What Exactly is “Cloud-Native” and How Do We Get There?

We are still hearing feedback from operators on the importance of “cloud-native” in things like NFV.  As an example, Fierce Telecom has run THIS piece on the topic.  I’m still concerned that we’re jumping onto a terminological bandwagon thinking it will have a tangible effect on things, and that’s not the case.  We need to look at the specific problems of NFV, and the way “cloud-native” might impact them.

As I’ve noted before, one foundational issue that NFV fell prey to from the first was focusing on the transformation of physical network functions (PNFs) into virtual network functions (VNFs).  The underlying presumption of that focus was that a network is built from a very static set of “network functions” that are currently embodied in specialized devices and should instead be hosted software instances.  This foundational point gives rise to the next generation of issues.

The first of those second-gen issues is that the fundamental nature of the network, as a collection of connected network functions, doesn’t get transformed by NFV.  There is a difference between a “router” and a “virtual router”, but the more you get fixated on the notion that the two will be used the same way, the less you get from the process of virtualization.  For example, a network of virtual routers hosted in fixed places and replaced by re-hosting them when something breaks, behaves a lot like a network of real routers.

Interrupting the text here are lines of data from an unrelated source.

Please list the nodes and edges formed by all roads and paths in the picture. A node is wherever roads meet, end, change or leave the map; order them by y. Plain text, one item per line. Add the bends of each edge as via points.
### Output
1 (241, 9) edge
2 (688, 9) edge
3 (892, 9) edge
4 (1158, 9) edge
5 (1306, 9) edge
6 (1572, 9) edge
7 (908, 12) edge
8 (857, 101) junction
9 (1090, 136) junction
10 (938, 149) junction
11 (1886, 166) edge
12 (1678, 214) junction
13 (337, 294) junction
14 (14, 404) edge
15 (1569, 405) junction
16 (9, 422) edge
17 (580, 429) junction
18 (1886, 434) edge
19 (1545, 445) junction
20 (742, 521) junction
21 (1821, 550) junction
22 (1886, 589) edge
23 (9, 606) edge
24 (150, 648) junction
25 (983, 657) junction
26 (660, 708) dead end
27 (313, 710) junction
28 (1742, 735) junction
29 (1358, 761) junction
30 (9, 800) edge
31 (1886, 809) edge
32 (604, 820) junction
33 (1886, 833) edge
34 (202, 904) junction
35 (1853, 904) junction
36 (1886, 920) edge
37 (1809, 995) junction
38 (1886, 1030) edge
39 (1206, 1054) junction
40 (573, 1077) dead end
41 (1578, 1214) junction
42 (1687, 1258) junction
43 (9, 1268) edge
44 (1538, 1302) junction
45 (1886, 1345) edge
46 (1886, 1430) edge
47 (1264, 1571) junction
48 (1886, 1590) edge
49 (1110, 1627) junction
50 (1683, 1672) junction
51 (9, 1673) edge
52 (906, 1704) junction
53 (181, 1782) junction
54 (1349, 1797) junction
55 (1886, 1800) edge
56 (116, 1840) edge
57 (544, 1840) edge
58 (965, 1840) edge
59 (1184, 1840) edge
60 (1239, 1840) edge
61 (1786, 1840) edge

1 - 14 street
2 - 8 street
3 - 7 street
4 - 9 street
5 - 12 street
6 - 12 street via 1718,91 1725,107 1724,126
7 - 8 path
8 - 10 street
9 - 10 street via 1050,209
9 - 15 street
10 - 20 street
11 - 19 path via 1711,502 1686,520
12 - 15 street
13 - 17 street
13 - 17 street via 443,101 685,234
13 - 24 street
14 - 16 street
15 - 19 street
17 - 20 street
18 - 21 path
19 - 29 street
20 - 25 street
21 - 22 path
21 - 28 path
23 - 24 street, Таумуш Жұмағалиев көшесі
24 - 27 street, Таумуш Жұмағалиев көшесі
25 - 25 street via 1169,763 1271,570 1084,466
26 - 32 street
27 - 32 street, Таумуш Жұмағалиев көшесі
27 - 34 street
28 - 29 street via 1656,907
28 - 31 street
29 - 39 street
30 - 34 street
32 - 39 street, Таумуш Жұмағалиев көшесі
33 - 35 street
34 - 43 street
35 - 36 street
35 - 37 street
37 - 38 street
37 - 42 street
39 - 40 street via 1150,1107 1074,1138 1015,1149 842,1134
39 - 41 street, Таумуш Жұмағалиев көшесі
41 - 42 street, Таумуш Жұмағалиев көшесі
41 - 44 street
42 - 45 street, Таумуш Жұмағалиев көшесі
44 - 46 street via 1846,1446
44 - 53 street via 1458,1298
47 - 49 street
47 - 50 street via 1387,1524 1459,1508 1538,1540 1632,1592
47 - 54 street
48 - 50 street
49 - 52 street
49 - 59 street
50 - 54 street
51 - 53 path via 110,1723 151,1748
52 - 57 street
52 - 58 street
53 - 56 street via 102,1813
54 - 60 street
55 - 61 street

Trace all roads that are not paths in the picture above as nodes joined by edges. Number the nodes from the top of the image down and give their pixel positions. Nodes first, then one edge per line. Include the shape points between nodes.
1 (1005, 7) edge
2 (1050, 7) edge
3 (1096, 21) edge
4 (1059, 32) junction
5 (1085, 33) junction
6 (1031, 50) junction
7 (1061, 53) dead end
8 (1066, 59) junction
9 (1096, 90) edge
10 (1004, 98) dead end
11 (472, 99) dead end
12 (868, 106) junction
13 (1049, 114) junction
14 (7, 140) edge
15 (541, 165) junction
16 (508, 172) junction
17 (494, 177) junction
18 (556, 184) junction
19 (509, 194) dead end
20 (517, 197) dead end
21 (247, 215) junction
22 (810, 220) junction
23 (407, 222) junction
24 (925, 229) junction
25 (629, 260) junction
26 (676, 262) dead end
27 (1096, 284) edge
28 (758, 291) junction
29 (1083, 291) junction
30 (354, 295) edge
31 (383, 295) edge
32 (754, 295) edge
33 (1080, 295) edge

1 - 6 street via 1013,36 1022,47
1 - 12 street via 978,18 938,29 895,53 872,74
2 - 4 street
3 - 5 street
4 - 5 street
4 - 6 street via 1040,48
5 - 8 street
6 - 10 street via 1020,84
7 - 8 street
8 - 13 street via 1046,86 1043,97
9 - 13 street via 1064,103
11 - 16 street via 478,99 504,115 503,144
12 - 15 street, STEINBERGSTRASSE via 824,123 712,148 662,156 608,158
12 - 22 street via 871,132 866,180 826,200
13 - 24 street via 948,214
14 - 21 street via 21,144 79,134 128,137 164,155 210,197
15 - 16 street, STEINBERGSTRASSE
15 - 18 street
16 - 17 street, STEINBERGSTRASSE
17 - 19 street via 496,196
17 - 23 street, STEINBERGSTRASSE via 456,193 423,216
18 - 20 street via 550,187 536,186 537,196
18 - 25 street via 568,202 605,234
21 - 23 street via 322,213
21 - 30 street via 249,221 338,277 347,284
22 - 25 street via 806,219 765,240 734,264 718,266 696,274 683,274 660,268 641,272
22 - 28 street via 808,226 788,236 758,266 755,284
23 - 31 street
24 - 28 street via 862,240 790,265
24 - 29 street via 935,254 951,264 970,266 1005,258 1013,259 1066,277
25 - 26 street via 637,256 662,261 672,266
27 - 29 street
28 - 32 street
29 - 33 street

The second of our issues is that the narrow focus on PNF-to-VNF limits the scope of impact of NFV.  The network functions are still used and managed the same way, which means that the only thing that NFV can really do is manage the efficiency of the PNF-to-VNF transformation; the rest stays the same.  Operations improvements are limited, and we’ve long since learned that it’s got to be opex efficiency and agility improvements that make a broad business case for NFV.

The PNF-to-VNF transformation is itself an issue.  If there exists a “network function” or NF that can live in multiple forms, physical and virtual, then software architects would say that you have to start your transformation architecture by defining NFs as a kind of super-intent-model, the implementation of which then has to be matched to the interfaces the NF specifies.  Onboarding is then the process of implementing the NF and meeting those interfaces, which is at least a specific task.  However, the NFV ISG didn’t do that.

Cloud-native advocates seem to be suggesting that their approach could resolve all these problems, but that assertion has its own fundamental flaw, which is that you can’t be just part cloud-native.

I could define and develop an implementation of a VNF that would be cloud-native, and at the same time would fall into every one of the issue traps I’ve just noted.  That’s because the problem isn’t just how a VNF is implemented, it’s how NFV works as a software system.  A cloud-native implementation of the wrong architecture is still wrong…and the fact it might be more efficiently wrong won’t make it right.  Let’s face a simple truth here.  There is no way of doing an effective cloud-native VNF within the current NFV architecture model.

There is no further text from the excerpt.